"Having new rules will never stop those who don't care about safety."
The European Parliament will vote on Tuesday on new rules for flying drones in EU airspace.
Their use could account for 10 percent of the bloc's aviation market in a decade's time. But drone flying doesn't come without risks.
Alain Stevens, President of the Chaufour Model Club, explained to Euronews: "I hear people coming to ask questions - I want to buy a drone, a little drone that's less than a kilo, and I want to go filming boats above a lake, I want to film a house, film here, film there.
"I think these people don't realise that what they have in hand is dangerous, is very dangerous because you can have an accident. And that could have dramatic consequences."
The parliament vote on new aviation safety rules aims to harmonise the use of drones in EU airspace.
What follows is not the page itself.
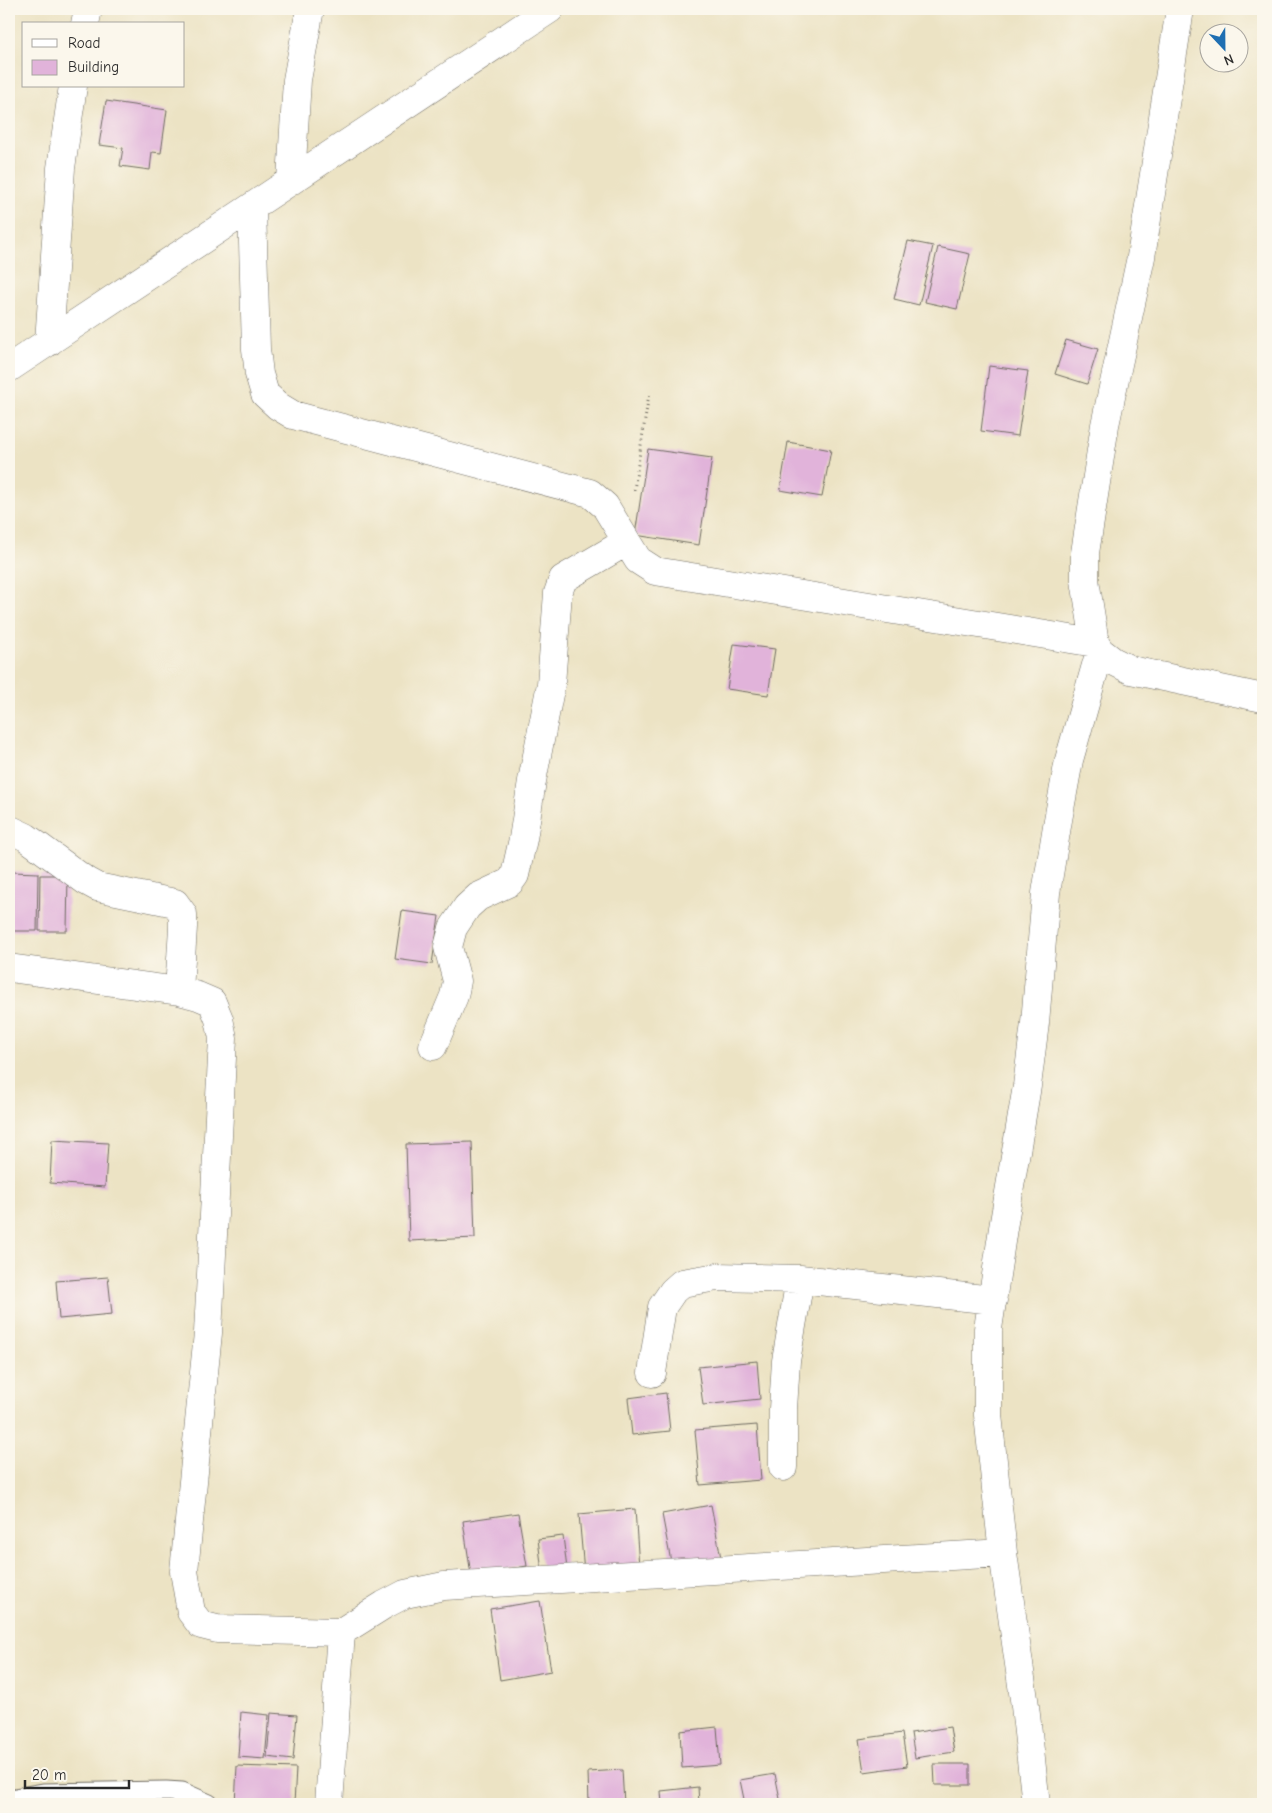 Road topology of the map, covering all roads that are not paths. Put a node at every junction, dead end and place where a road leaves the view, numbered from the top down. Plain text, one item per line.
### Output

Enthusiast Julien Lengelé said: "You can fly at home a drone of less than one kilo and at a maximum of 10 metres without a camera. So, without registration, which makes sense because then you can avoid your neighbour who's sunbathing being filmed. But flying at home is not of interest."
The proposals include a maximum height rule for drones, new registrations and restricting flights near the likes of embassies and nuclear sites. There's also a push to cut noise pollution.
But there's a warning about the stricter legislation being planned.
"Take the example of a driver's license. You pass your test, but it doesn't stop you from driving 200 kilometres per hour on the highway - yet it's forbidden," commented Lengelé.
"So having new rules will never stop those who don't care about safety, and we will end up having problems."